表3 Runx、Osterix相对表达量比较
图4 WB检测BMSCs转染Runx2过表达后目的基因表达情况
3 讨论
骨质疏松性骨折的治疗包括外科治疗和骨质疏松性治疗。外科治疗能够维持骨折复位后的稳定性,抗骨质疏松治疗主要包括雌激素、降钙素、阿伦盐酸类等药物。临床上该种治疗方法顺应性差,费用高,给中老年患者带来诸多不便。中医药治疗骨质疏松性骨折具有明显优势,研究表明补肾活血法治疗骨质疏松性骨折具有良好的临床疗效。
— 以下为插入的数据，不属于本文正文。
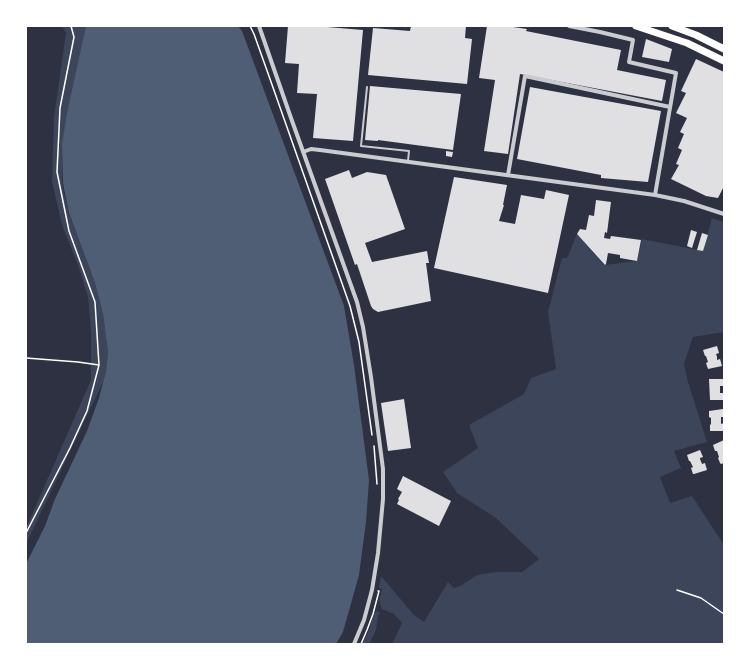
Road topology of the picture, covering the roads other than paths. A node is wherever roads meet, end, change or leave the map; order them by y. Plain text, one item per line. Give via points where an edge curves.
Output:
1 (259, 26) edge
2 (570, 26) edge
3 (636, 26) edge
4 (672, 26) edge
5 (724, 49) edge
6 (724, 61) edge
7 (367, 86) dead end
8 (670, 106) junction
9 (303, 152) junction
10 (408, 161) junction
11 (508, 175) junction
12 (655, 195) junction
13 (724, 214) edge
14 (354, 644) edge

1 - 9 street
2 - 8 street via 632,40 629,62 676,73
3 - 6 highway via 687,43
4 - 5 highway
7 - 10 lane via 361,146 409,150
8 - 11 street via 525,76
8 - 12 street
9 - 10 street via 311,149
9 - 14 street via 357,302 371,377 383,469 383,499 372,590
10 - 11 street
11 - 12 street
12 - 13 street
文献报道,补肾活血汤能够促进骨折愈合,缩短骨愈合时间[7-8]。实验研究发现,补肾活血汤能够改善局部血液循环,提高成骨细胞活性[9],可能与补肾活血中药促进BMSCs增殖和成骨分化有关。而Runx2和Osterix是BMSCs成骨分化过程中重要的转录因子。Runx2是决定多能的BMSCs分化为成骨细胞的关键因子,能促进成骨细胞分化,维持成骨细胞的功能并促进软骨细胞成熟[3]。RT-PCR结果显示,在慢病毒转染BMSCs中,Runx2和Osterix都明显增加,WB的结果与PCR的结果一致,相应蛋白表达量增加,说明在细胞水平上补肾活血汤能够明显调节成骨细胞分化的能力。在缺失Runx2的纯合子小鼠无法存活,骨骼均有软骨组成,无呼吸而死亡[10]。Osterix基因缺失则能够完全抑制成骨细胞分化,BMSCs不能沉淀成骨基质。
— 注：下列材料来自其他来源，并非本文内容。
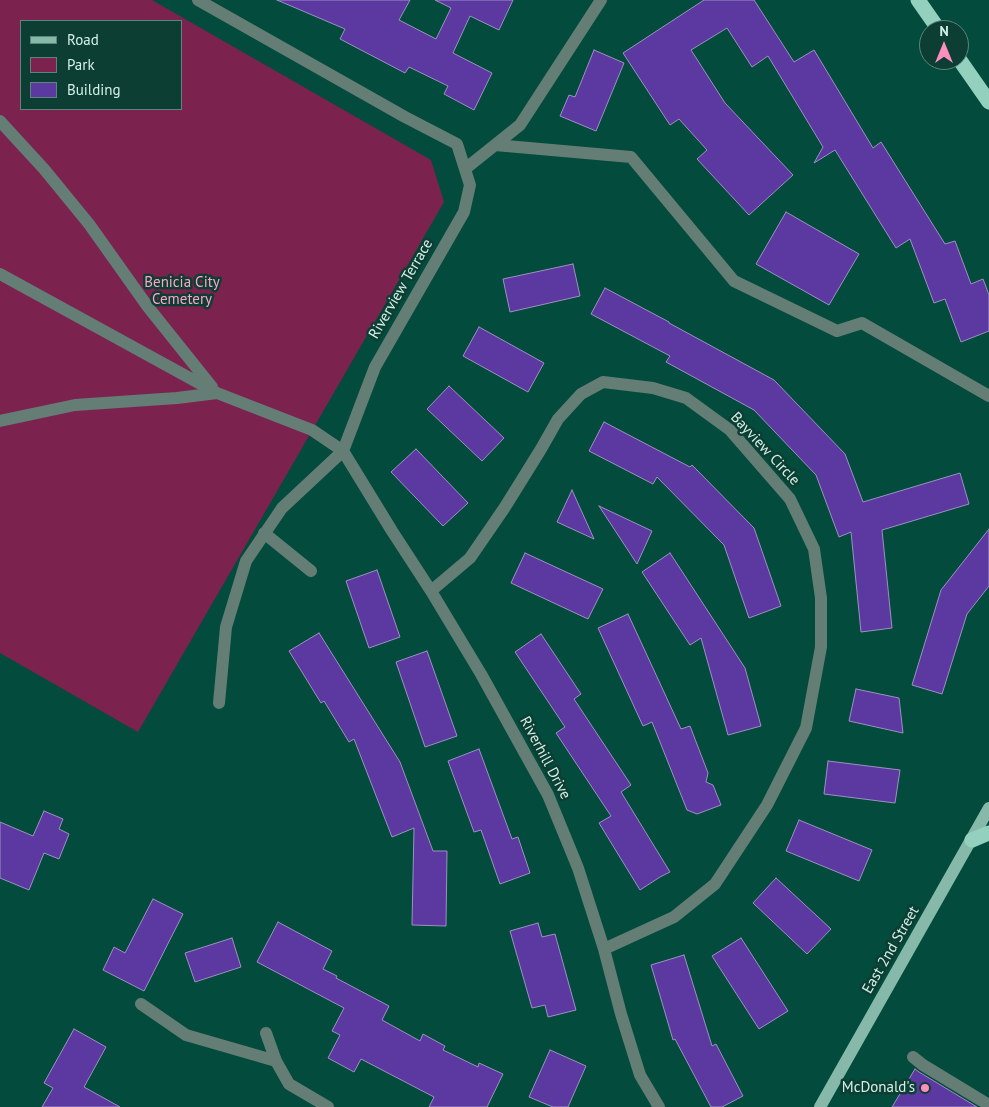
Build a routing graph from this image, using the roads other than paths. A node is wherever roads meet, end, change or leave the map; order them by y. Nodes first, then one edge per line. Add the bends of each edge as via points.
1 (198, 0) edge
2 (601, 0) edge
3 (918, 0) edge
4 (932, 20) edge
5 (967, 70) edge
6 (989, 102) edge
7 (0, 121) edge
8 (495, 145) junction
9 (465, 170) junction
10 (0, 274) edge
11 (217, 392) junction
12 (989, 396) edge
13 (0, 421) edge
14 (343, 451) junction
15 (264, 533) junction
16 (311, 571) dead end
17 (431, 590) junction
18 (219, 703) dead end
19 (989, 808) edge
20 (989, 833) edge
21 (972, 840) junction
22 (604, 949) junction
23 (141, 1004) dead end
24 (266, 1033) dead end
25 (913, 1057) dead end
26 (276, 1061) junction
27 (989, 1104) edge
28 (328, 1107) edge
29 (659, 1107) edge
30 (820, 1107) edge

1 - 9 street, Riverview Terrace via 457,144
2 - 8 street via 520,125
3 - 4 highway
5 - 6 highway
7 - 11 street via 89,224 148,307
8 - 9 street
8 - 12 street via 631,156 734,281 837,331 862,323
9 - 14 street, Riverview Terrace via 470,185 464,212 375,368
10 - 11 street
11 - 13 street via 75,406
11 - 14 street via 312,430
14 - 15 street, Riverview Terrace via 282,508
14 - 17 street, Riverhill Drive
15 - 16 street
15 - 18 street, Riverview Terrace via 246,561 226,627
17 - 22 street, Riverhill Drive via 548,795 578,868
17 - 22 street, Bayview Circle via 470,558 558,419 581,394 603,382 653,388 686,398 730,430 790,499 814,549 821,598 821,647 806,728 767,805 715,884 674,917
19 - 21 main road, East 2nd Street
20 - 21 highway
21 - 30 main road, East 2nd Street
22 - 29 street, Riverhill Drive via 640,1075
23 - 26 street via 186,1035
24 - 26 street
25 - 27 street
26 - 28 street via 288,1084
碱性磷酸酶(alkaline phosphatase ALP)ALP是常用的评价成骨分化中早期的检测指标之一,与成骨钙化密切相关。成骨细胞中的ALP能够产生磷酸,与钙生成磷酸钙沉积于骨中[11],是一种标志性的糖蛋白,在调节骨发育过程中具有双重性能,参与骨骼和牙齿的发育矿化,同时能够调节人体内钙磷等微量元素的平衡。ALP半定量活性测定显示,经过补肾活血汤作用过的成骨细胞ALP的含量明显增加,可能与Osterix的增加有关。但也有研究指出,Osterix对ALP表达活性呈现高抑制、低促进的特点[12]。WB的结果与ALP活性一致,从蛋白表达水平说明,Runx2能间接通过Osterix提高BMSCs的成骨分化能力。BMSCs表面还存在多种蛋白,多通路调节BMSCs的分化、成熟、迁移、归巢,如Sox9、MydD等,而Runx2/Osterix通路还能够影响其他细胞的分化状态,使其分化方向改变[13]。因此Runx2/Osterix在成骨细胞形成中至关重要,但Osterix基因在调控成骨细胞分化过程中是否有其他的转录因子参与还需进一步研究。本文通过慢病毒转染,进一步验证Runx2促进成骨分化的作用,并为其他通路的研究提供研究基础。